Friday, June 11, 2010

The Morton Arboretum

Another midwest (Chicagoland) attraction is the Morton Arboretum, located in suburban Lisle, Illinois on 1700 acres off of Route 53. This land was apparently the estate of the Morton family (of Morton Salt riches), and is now a not-for-profit botanical gardens, emphasis on trees. A tree museum, in other words.

I really enjoy botanical gardens in general. They seem so relaxing to walk through. This one is fun for kids, too. There is a "Children's Garden" with ponds and water features, climbing "tree houses" and pumps and gadgets the kids can work. The tadpole pond, literally teeming with the little immature frogs, is a highlight; kids can take off their shoes and socks and wade in the pool, and reach in to touch the tadpoles if they can catch them (which is not easy, so not too much danger to them).

Directly across from the Children's Garden is their Maze, constructed of various hedges, high enough that a nearly 6 foot tall adult can't see much over the tops of the hedges. It eventually leads to an elevated viewing platform, the payoff for traversing the maze. My kids LOVED this maze.

Currently they feature a sculpture collection called Steel Roots, a collection of large works depicting actual root systems of trees, cast in metals. The artist, Steve Tobin, has created something visually striking and totally in sync with the environment.

They also feature concerts during the summer months, by various local and national musicians.

I've blogged about the types of things that could be part of a theme park or entertainment complex, and I'm always looking at things with an eye on which things might work well integrated into my own (thought experiment) theme park.

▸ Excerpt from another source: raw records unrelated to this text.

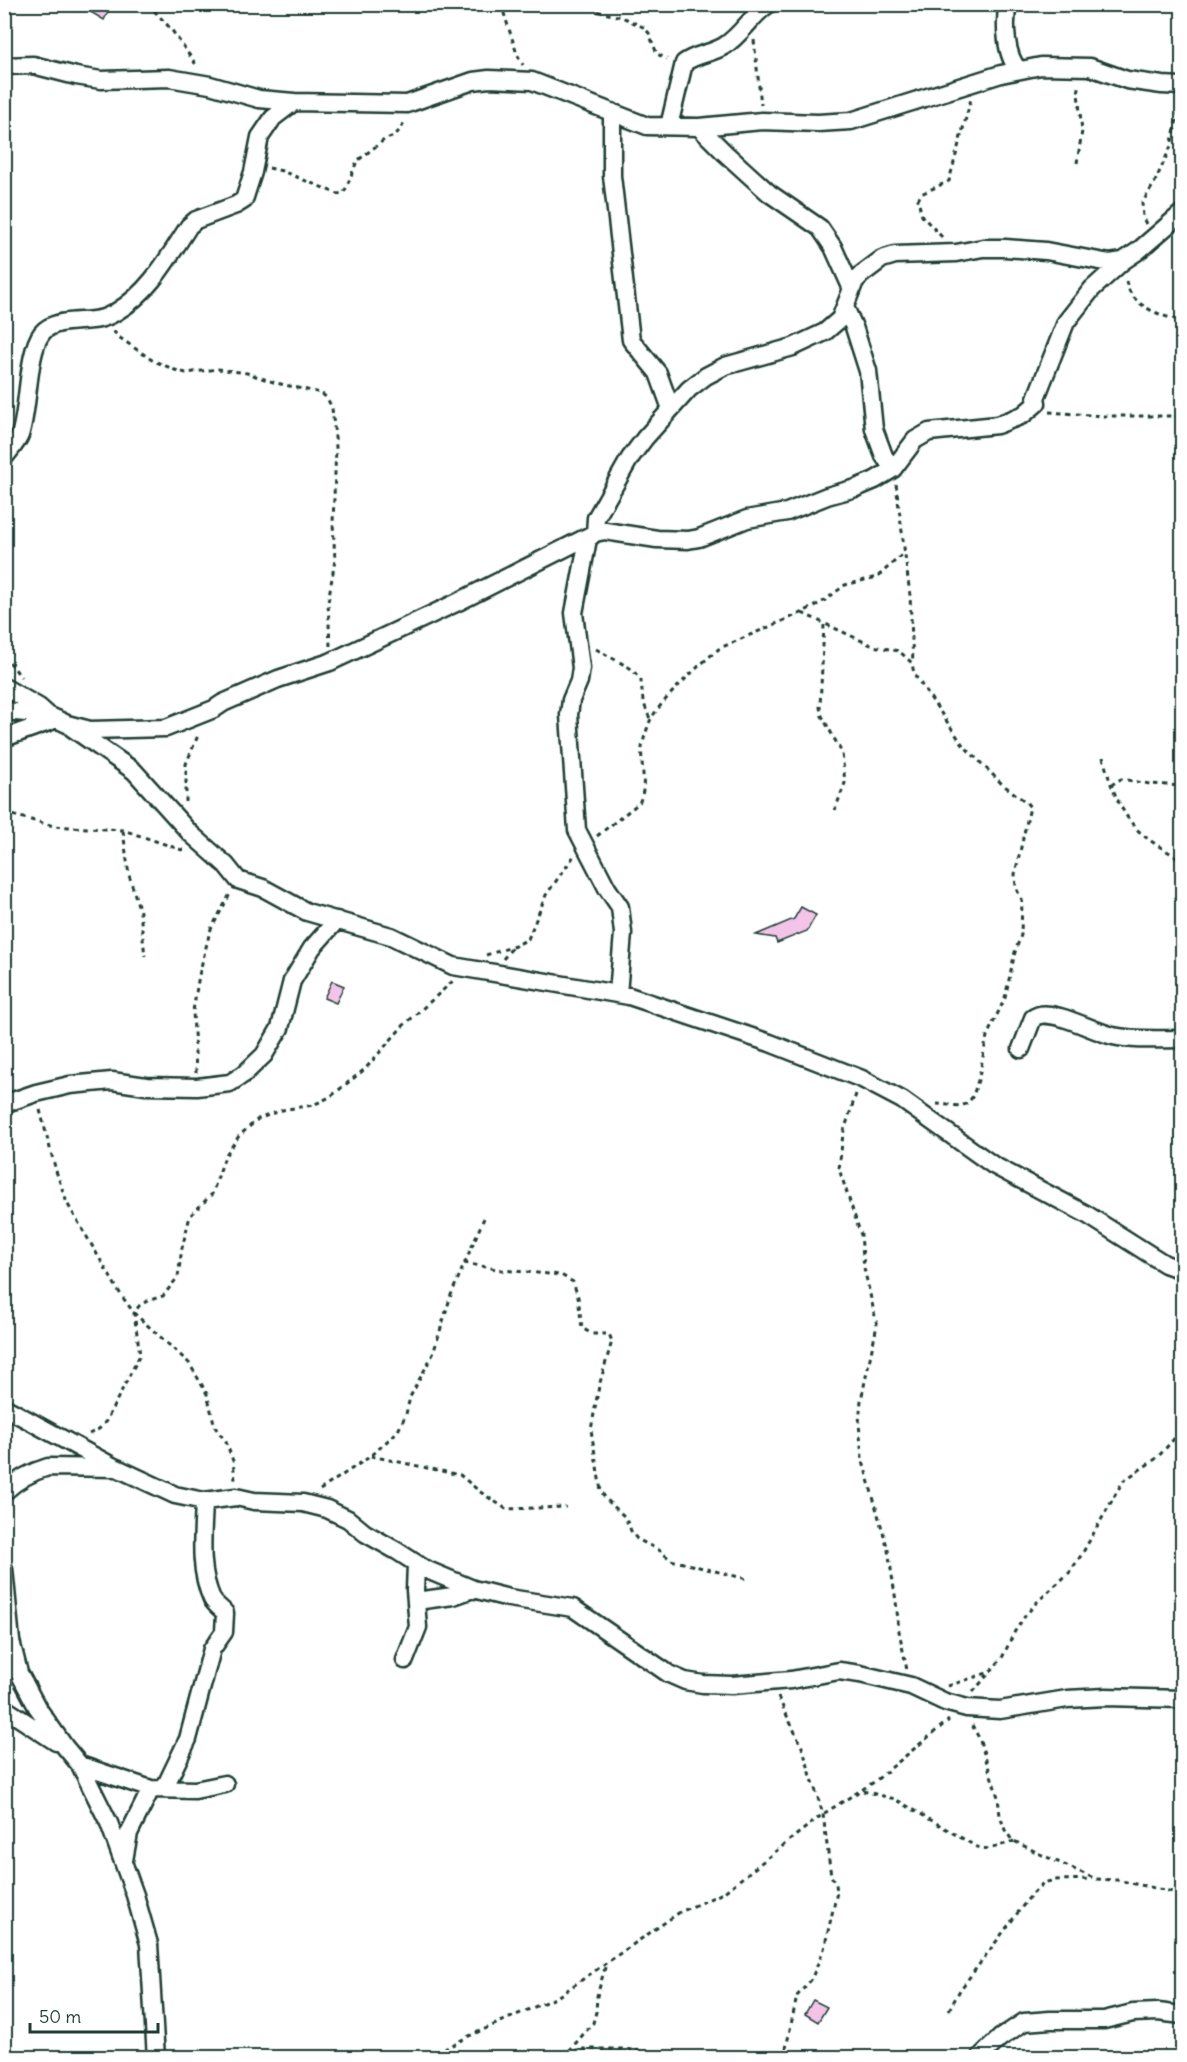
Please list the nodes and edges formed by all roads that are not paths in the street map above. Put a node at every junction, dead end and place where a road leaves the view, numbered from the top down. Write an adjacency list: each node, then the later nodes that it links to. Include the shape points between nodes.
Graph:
1 (1008, 4): 4 (street, via 1007,37)
2 (764, 8): 8 (street, via 724,46 683,65)
3 (4, 66): 6 (street, via 33,65 101,80 170,78 260,99)
4 (1019, 70): 5 (street, via 1041,66 1090,67 1127,80); 9 (street, via 851,121 762,121)
5 (1182, 86)
6 (294, 102): 7 (street, via 407,104 489,79 531,81); 15 (street, via 273,118 260,137 244,200 189,226 149,286 116,312 101,319 59,324 41,334 34,351 19,437)
7 (612, 112): 8 (street, via 647,126); 14 (street, via 612,176 631,340 658,373)
8 (669, 126): 9 (street)
9 (699, 127): 12 (street, via 769,193 820,228)
10 (1182, 213): 11 (street)
11 (1123, 261): 12 (street, via 1023,248 904,254 888,257 862,273); 16 (street, via 1092,289 1066,322 1037,403 1009,422 937,430 919,437)
12 (852, 287): 13 (street)
13 (845, 307): 14 (street, via 835,324 809,341 739,361 706,376); 16 (street, via 868,371 874,429)
14 (671, 409): 17 (street, via 615,482 596,518)
15 (4, 458)
16 (893, 469): 17 (street, via 856,488 787,512 752,517 699,538 673,540)
17 (595, 533): 20 (street, via 330,662 278,679 166,728 90,729); 23 (street, via 588,539 574,613 581,668 569,716 577,830 620,907 624,933)
18 (4, 687): 20 (street)
19 (4, 711): 20 (street)
20 (58, 720): 21 (street); 22 (street, via 134,771 238,880 263,888 307,912)
21 (4, 738)
22 (337, 920): 23 (street, via 391,936 453,966); 26 (street, via 312,948 292,981 280,1028 264,1055 230,1083 196,1087 112,1081 70,1085)
23 (618, 994): 27 (street, via 770,1043 862,1079 902,1100 993,1165 1086,1214 1165,1264)
24 (1182, 1039): 25 (street, via 1128,1039 1048,1015 1033,1018)
25 (1020, 1049)
26 (4, 1104)
27 (1182, 1270)
28 (4, 1407): 29 (street)
29 (117, 1468): 30 (street, via 48,1467); 31 (street, via 175,1496)
30 (4, 1492)
31 (204, 1501): 32 (street, via 236,1497 327,1509); 42 (street, via 203,1571 213,1602 225,1613 225,1630 212,1648 188,1739)
32 (416, 1564): 34 (street); 35 (street)
33 (4, 1569): 39 (street, via 11,1641 19,1673)
34 (472, 1589): 35 (street); 37 (street, via 573,1608 685,1681 765,1682 838,1671 917,1690 965,1707 1000,1710 1067,1699)
35 (416, 1601): 36 (street, via 418,1627)
36 (405, 1660)
37 (1182, 1699)
38 (4, 1708): 39 (street)
39 (64, 1747): 40 (street)
40 (80, 1765): 42 (street); 43 (street, via 109,1823)
41 (225, 1784): 42 (street, via 195,1790)
42 (158, 1789): 43 (street, via 129,1833)
43 (123, 1862): 45 (street, via 149,1944)
44 (1182, 2015): 46 (street, via 1133,2013 1104,2020 1024,2022)
45 (156, 2058)
46 (979, 2058)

I think there are things found in this botanical gardens that could work in either an indoor or as an outdoor adjunct to such a development. I think it would be an excellent addition to Disney World, actually...something for adults who are not with children (or are with older children) to do for possibly a low additional admission fee. It is something I think my wife and I might do at times, rather than going to Animal Kingdom, something that could be part of making the hotels more of a destination in and of themselves, for those who might not want to visit theme parks every day.